Exemple : Etes-vous d'accord avec la phrase suivante : on peut être guéri au cours
d'un pèlerinage à Lourdes ?
- Autrement dit, nous ne nous adressons qu'à des imbéciles, c'est ça ? C'est du
nivellement par le bas, votre sondage !
- C'est dans la simplicité que je voulais rester. Un sondage en une seule question,
bizarre certes, mais honnête : Etes-vous pour ou contre l'existence de Dieu ? Rien
de plus. Il ne nous appartient pas de juger la pertinence des esprits. Le besoin de
Dieu est une réalité éternelle qui n'a jamais eu rien à voir avec l'intelligence.
Après des semaines de disputes, les sous-commissionnaires, qui voulaient avoir la
paix, donnèrent raison à Richter.
- S'agissant d'une question pareille, ne serait-il pas choquant de forcer les gens
à voter ?
- S'agissant d'une question pareille, ne serait-il pas choquant qu'il y ait des
gens qui ne votent pas ?
- En somme, vous voulez forcer les gens à faire ce qui est bon pour eux ? Ça
s'appelle du dirigisme.
Avec Vous comme ciment, les hommes vont enfin cesser de se haïr. Cela faisait des
nuits que Richter ne dormait plus. Epuisé, il alla se coucher et s'endormit du
sommeil du juste. Le 25 août au matin, il se réveilla en pleine forme.
Comme la vie est belle quand Vous exister ! pensa-t-il. Il prit son petit déjeuner
en écoutant Jésus, que ma joie demeure. Il ramassa son journal dans la boite aux
lettres. Le titre était : La nouvelle nuit clé la Saint-Barthélémy. On avait relevé
des milliers de morts dans toutes les villes européennes. Existencistes et non-
existencistes s'étaient entre-tués jusqu'à l'aube. Des photos atroces illustraient
le massacre. La dernière phrase de l'éditorial était : A présent, nous avons la
réponse au référendum de Monsieur Richter : Dieu est contre l'existence de l'homme.

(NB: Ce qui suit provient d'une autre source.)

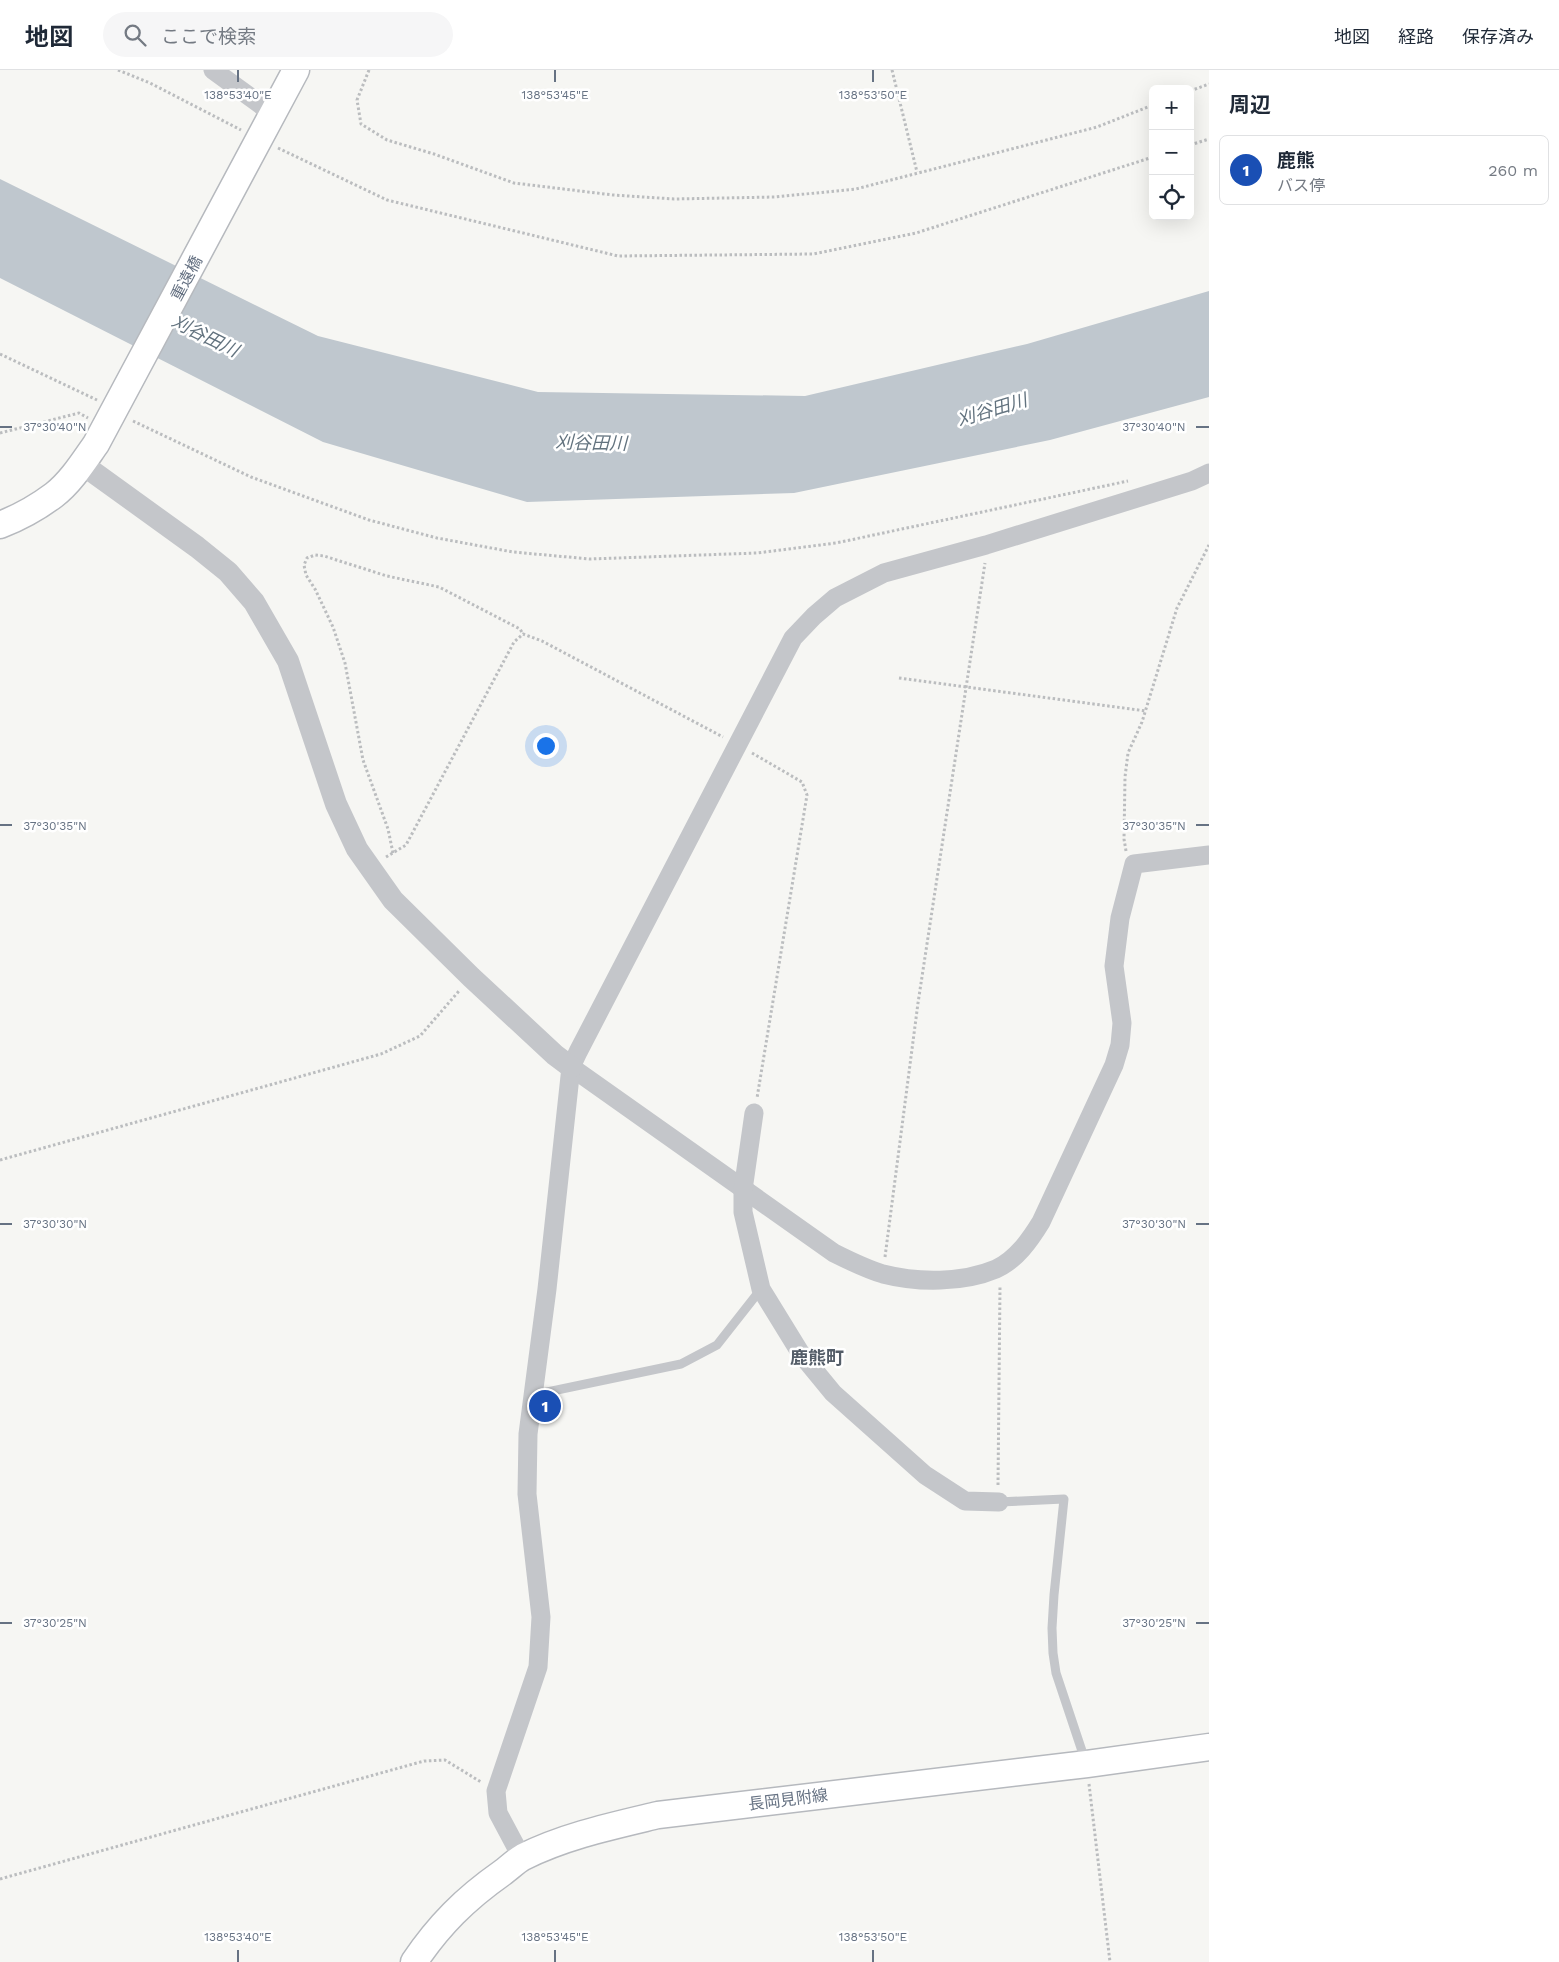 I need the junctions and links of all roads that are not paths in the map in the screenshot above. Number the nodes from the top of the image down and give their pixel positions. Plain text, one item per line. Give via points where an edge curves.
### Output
1 (213, 70) edge
2 (296, 70) edge
3 (272, 113) junction
4 (82, 464) junction
5 (1209, 473) edge
6 (0, 525) edge
7 (1209, 855) edge
8 (571, 1068) junction
9 (754, 1113) road end
10 (743, 1190) junction
11 (761, 1289) junction
12 (533, 1396) junction
13 (999, 1502) joint
14 (1209, 1747) edge
15 (1086, 1764) junction
16 (522, 1858) junction
17 (414, 1962) edge

1 - 3 street
2 - 3 main road, 重遠橋
3 - 4 main road, 重遠橋 via 117,408
4 - 6 main road, 重遠橋 via 55,494
4 - 8 street via 197,547 228,572 254,602 288,660 336,804 357,849 393,900
5 - 8 street via 986,545 884,573 835,598 814,616 793,638
7 - 10 street via 1134,864 1120,918 1114,966 1122,1023 1114,1066 1034,1234 1018,1253 998,1268 952,1279 926,1280 884,1274 834,1253
8 - 10 street
8 - 12 street
9 - 10 street
10 - 11 street via 743,1212
11 - 12 lane via 717,1345 682,1364
11 - 13 street via 801,1354 834,1394 925,1475 949,1492 965,1501
12 - 16 street via 528,1434 527,1494 541,1617 538,1667 496,1791 498,1813
13 - 15 lane via 1064,1499 1054,1595 1053,1653 1056,1673
14 - 15 main road, 長岡見附線
15 - 16 main road, 長岡見附線 via 658,1815 574,1837
16 - 17 main road, 長岡見附線 via 454,1911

Richter alla dans la salle de bains. Il commença par vomir. Ensuite il se pendit
avec le tuyau de la douche qui supporta sans peine son poids léger.
- Il faudrait un livre. Un livre fort qui retrace l'affaire comme elle s'est
passée. Un livre insoutenable, donc.
Les commissionnaires proposèrent divers noms. Ils finirent par se mettre d'accord :
ce serait Amélie Nothomb, écrivain belge de vingt-sept ans, qui offrirait sa plume
à cette noble cause.
- Vous êtes jeune et surtout vous vivez à Bruxelles : il serait emblématique à plus
d'un titre que ce soit vous qui racontiez ce drame européen.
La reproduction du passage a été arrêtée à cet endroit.